NCPA - National Center for Policy Analysis

Bond Market Bubble?

April 29, 2014

Interest rates may rise soon, says Andrew Flowers, a former employee at the Federal Reserve Bank of Atlanta.

There is an emerging call from central bankers that the Federal Reserve should raise interest rates. Today's low interest rates have encouraged a large amount of borrowing, and economists are worried that borrowers are making risky bets and reaching high levels of indebtedness. There could be a bubble, these analysts say, in the bond market.
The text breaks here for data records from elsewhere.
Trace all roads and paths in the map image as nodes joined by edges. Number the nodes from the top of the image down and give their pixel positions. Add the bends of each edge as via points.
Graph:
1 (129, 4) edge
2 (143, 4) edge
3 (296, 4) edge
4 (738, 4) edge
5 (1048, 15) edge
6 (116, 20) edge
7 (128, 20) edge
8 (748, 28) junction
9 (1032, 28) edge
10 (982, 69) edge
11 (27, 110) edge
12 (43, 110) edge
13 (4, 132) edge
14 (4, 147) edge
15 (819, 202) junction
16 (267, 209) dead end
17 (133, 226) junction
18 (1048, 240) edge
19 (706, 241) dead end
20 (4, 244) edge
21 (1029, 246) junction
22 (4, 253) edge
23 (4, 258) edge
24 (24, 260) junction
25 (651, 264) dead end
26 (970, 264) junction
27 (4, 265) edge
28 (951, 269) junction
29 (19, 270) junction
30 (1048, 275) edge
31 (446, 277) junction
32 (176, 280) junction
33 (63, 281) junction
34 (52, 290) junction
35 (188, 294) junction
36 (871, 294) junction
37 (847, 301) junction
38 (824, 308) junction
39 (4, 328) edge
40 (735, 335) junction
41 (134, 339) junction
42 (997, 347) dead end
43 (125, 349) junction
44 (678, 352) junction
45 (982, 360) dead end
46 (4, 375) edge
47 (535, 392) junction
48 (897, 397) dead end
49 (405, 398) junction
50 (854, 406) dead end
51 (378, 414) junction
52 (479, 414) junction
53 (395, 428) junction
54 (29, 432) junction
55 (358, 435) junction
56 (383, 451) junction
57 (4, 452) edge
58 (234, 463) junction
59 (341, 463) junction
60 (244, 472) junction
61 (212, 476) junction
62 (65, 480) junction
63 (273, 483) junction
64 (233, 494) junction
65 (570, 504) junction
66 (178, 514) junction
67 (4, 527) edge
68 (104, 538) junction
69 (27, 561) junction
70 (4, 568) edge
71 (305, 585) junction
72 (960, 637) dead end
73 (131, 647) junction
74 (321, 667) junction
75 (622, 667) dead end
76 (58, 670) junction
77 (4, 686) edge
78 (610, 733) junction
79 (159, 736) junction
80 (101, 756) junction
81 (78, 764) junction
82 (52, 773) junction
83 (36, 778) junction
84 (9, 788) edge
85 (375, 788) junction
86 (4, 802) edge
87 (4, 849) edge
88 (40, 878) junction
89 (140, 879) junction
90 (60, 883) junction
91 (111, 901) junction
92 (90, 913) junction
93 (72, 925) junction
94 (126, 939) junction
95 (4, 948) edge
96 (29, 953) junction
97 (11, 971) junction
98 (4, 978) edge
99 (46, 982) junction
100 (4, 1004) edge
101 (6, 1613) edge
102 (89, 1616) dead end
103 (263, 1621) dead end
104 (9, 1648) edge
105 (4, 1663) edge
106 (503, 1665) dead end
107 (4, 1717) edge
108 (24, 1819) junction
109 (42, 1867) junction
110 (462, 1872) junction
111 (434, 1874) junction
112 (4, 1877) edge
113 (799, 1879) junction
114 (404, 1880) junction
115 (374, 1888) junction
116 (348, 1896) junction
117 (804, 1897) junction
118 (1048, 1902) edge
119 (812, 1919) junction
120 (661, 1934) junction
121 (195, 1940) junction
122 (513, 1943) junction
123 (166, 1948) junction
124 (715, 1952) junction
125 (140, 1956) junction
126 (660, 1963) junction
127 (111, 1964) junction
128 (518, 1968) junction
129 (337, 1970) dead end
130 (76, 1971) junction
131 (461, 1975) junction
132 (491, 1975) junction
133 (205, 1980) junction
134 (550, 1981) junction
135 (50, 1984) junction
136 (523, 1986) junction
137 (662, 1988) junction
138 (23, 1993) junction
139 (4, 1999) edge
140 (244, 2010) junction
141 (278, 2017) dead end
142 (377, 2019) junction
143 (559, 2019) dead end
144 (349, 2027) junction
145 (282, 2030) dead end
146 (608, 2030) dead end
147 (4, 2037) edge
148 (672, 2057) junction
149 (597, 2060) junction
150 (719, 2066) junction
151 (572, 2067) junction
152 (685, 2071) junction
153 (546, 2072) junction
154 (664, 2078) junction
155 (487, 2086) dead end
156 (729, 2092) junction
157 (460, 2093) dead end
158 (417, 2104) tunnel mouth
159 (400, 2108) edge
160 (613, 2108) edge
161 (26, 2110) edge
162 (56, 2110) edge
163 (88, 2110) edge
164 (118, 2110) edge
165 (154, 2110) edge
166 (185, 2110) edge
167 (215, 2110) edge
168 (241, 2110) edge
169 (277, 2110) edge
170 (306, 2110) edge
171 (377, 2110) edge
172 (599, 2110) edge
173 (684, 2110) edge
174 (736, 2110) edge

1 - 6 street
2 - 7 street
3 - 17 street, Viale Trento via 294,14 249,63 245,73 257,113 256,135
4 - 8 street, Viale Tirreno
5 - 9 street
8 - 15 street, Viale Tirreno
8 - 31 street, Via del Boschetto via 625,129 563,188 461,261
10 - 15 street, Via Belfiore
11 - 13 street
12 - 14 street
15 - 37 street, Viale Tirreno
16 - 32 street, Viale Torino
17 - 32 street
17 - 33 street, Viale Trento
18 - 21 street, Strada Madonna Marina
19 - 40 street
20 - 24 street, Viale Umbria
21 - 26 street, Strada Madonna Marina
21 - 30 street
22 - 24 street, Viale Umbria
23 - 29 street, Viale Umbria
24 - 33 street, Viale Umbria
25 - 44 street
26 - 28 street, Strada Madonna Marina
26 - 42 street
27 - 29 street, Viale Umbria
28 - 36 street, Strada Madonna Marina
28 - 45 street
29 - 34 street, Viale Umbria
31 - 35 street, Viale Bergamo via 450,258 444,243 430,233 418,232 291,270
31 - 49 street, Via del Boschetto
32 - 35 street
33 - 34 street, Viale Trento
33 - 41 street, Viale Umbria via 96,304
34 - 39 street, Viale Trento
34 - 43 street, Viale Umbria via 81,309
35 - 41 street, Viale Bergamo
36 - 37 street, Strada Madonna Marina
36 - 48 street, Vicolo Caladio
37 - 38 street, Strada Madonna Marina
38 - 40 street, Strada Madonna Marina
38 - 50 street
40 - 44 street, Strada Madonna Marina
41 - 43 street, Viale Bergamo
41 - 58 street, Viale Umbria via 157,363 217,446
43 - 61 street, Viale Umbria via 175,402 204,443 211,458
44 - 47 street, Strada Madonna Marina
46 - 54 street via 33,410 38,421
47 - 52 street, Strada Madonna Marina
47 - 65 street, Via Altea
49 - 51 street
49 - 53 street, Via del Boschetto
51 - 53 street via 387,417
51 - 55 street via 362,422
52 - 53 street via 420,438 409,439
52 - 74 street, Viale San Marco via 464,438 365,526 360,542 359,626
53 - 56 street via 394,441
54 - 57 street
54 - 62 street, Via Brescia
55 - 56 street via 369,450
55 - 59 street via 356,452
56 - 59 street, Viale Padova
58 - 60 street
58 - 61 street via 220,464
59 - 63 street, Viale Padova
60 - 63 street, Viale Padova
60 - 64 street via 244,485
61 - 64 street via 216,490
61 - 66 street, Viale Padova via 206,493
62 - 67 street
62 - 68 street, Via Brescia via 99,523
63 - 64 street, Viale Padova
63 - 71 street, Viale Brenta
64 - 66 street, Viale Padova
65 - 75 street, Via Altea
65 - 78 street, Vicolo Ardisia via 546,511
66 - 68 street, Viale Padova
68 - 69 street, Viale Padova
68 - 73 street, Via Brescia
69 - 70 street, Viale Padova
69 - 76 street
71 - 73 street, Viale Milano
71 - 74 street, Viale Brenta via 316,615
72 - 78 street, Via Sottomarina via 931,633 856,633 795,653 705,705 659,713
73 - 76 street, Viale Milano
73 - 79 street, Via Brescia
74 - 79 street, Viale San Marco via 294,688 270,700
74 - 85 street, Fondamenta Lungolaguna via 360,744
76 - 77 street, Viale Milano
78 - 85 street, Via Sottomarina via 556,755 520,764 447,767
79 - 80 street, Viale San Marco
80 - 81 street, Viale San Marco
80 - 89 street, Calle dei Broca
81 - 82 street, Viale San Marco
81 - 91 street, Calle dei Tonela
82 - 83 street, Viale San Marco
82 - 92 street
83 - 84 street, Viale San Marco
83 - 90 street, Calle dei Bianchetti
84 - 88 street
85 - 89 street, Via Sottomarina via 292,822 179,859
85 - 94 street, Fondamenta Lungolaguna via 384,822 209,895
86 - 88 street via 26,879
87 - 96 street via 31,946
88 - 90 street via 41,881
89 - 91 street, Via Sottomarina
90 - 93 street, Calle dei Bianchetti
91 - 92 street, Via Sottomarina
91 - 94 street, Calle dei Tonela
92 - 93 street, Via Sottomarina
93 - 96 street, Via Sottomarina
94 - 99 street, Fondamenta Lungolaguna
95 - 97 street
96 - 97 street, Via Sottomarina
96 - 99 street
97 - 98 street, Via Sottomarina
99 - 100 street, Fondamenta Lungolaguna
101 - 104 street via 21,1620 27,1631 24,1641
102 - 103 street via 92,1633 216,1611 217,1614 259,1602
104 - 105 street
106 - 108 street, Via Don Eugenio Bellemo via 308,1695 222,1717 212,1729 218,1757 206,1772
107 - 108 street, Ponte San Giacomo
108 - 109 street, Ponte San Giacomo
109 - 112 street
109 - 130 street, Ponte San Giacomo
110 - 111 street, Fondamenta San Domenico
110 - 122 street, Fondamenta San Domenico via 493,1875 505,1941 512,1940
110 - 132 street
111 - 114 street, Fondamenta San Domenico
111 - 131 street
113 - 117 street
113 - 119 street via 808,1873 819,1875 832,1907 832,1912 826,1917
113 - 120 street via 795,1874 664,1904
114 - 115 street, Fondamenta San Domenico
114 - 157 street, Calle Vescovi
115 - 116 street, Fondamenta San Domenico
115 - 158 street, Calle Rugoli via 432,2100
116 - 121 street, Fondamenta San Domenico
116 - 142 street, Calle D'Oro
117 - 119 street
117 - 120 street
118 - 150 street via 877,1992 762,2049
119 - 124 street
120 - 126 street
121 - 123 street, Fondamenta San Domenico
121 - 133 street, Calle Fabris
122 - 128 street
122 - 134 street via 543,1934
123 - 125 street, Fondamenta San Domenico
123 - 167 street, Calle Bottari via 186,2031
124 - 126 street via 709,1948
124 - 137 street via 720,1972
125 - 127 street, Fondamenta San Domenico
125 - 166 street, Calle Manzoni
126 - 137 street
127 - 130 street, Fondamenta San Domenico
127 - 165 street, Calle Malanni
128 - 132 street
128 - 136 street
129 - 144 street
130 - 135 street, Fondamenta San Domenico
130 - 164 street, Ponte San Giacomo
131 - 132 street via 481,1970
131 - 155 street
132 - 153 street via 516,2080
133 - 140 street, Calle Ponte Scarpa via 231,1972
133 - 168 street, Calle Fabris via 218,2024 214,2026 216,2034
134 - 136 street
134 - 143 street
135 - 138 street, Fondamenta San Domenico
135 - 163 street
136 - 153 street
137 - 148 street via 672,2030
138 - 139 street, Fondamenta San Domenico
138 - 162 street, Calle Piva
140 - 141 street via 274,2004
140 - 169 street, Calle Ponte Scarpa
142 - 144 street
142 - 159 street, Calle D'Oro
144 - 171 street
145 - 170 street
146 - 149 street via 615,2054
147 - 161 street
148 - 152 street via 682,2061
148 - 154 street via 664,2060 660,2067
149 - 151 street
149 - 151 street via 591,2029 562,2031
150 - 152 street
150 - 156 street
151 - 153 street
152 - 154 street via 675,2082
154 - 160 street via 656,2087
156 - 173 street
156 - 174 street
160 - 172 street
The U.S. bond market is worth a total of $40 trillion -- much higher than the $28 trillion stock market. Jeremy Stein, a member of the Fed's Open Market Committee, has pointed to three signs that indicate bond market bubble:

  • Private sector debt is rising. Today, nonfinancial companies have borrowed to such an extent that their debt level equates to more than 55 percent of gross domestic product.
  • Lenders are loaning money at extremely low interest rates, indicating that they are not accurately pricing the risk of default from those companies.
  • More and more corporate debt is going to risky companies. The number of junk bonds issued today has risen to above pre-financial crisis levels.

The Federal Reserve, Flowers says, may become convinced that interest rates need to rise in order to meet this bubble threat.